As a final note, the fact that studies have shown that the longus muscles are inhibited in patients post whiplash and/or those with chronic neck pain likely shows that were they not inhibited, their contract force would be great enough to add to the compression or other physical stress into the injured joints; otherwise, what reason would the nervous system have to turn off (inhibit) these muscles? My conclusion: Learning to palpate and assess and work the longus musculature is still incredibly valuable and a skill that I teach (with precautions) in my Clinical Orthopedic Manual Therapy (COMT) Certification programs and I believe should be learned by manual therapists.

Comments by Til Luchau:

This interesting study concludes “small peak compression forces indicate that these muscles have a limited capacity to contribute to cervical stability via traditional mechanisms.”
Though conventional approaches often conflate stability with strength, there may be metrics other than strength that can improve our therapeutic outcomes. For instance, what if the neck structures involved contribute more than just brute force? The deep muscles of the anterior cervical spine, like the psoas on the anterior lumbar spine, are extremely sensitive; could it be that they act as length-variable sensors, contributing to stability and adaptability via their rich mechanoreceptor capabilities, maybe even more than they contribute as prime movers?
And, what if stabilization itself is also a function of refined perception and variable adaptability, as much (or more) than it is a function of raw contractile power (which is what the study measures)?
In at least 3 of our Advanced Myofascial Techniques courses (‘Neck, Jaw & Head;’ ’Spine, Ribs & Low Back;’ and ‘WhIplash’), we aim to assess and refine cervical flexion and extension. Flexion is typically more challenging for clients, especially in those of us with tendencies toward head-forward postures etc.; and as the study observes, even more difficult in the lower C-spine than the upper. Whenever neck flexion is difficult, our stated goal is to evoke and refine the participation of these prespinal muscles (which include longus capitis and colli). This might include strengthening, but more often, it involves increasing the client’s awareness of small, nuanced movement options. Such refinement is distinctly different than peak force. And these refined movements are not offered as “contract your longus capitis and colli,” but rather via awareness-based cues such as “Leave your head on the table, and see if you can let the back of your neck lengthen as you look down.”

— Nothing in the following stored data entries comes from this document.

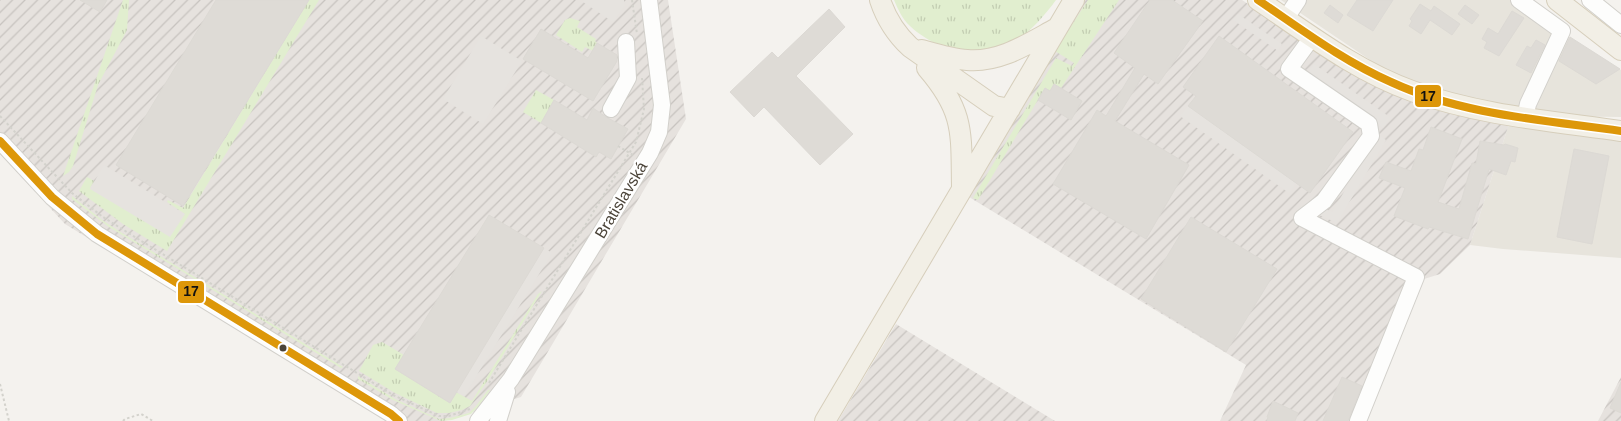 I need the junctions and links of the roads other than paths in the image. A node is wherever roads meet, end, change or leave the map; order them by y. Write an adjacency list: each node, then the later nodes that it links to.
1 (649, 0): 22 (lane, Bratislavská)
2 (880, 0): 14 (main road)
3 (1074, 0): 11 (main road)
4 (1258, 0): 9 (main road)
5 (1298, 0): 9 (lane)
6 (1519, 0): 18 (lane)
7 (1557, 0): 15 (main road)
8 (1590, 0): 10 (lane)
9 (1286, 18): 12 (main road)
10 (1621, 25)
11 (1057, 28): 14 (main road); 16 (main road)
12 (1313, 36): 18 (main road); 28 (lane)
13 (632, 38): 17 (lane)
14 (910, 47): 16 (main road); 21 (main road)
15 (1621, 50)
16 (1010, 109): 21 (main road)
17 (611, 110)
18 (1525, 118): 19 (main road)
19 (1621, 131)
20 (0, 141): 23 (lane)
21 (962, 187): 27 (main road)
22 (511, 379): 25 (lane); 26 (lane)
23 (395, 417): 24 (lane)
24 (411, 421)
25 (478, 421)
26 (498, 421)
27 (825, 421)
28 (1358, 421)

The authors’ inviting conclusion leaves a door open: that longus colli and capitis may not contribute much force to flexion, they say “implies that the mechanism(s) by which cranio-cervical flexion exercises produce clinical benefits is worth exploring further.” Refined proprioception and more options for subtle adaptability are two such areas that many of us are actively exploring in our practices every day.
Note: This blog post article was created in collaboration with TerraRosa.com.au and Til Luchau.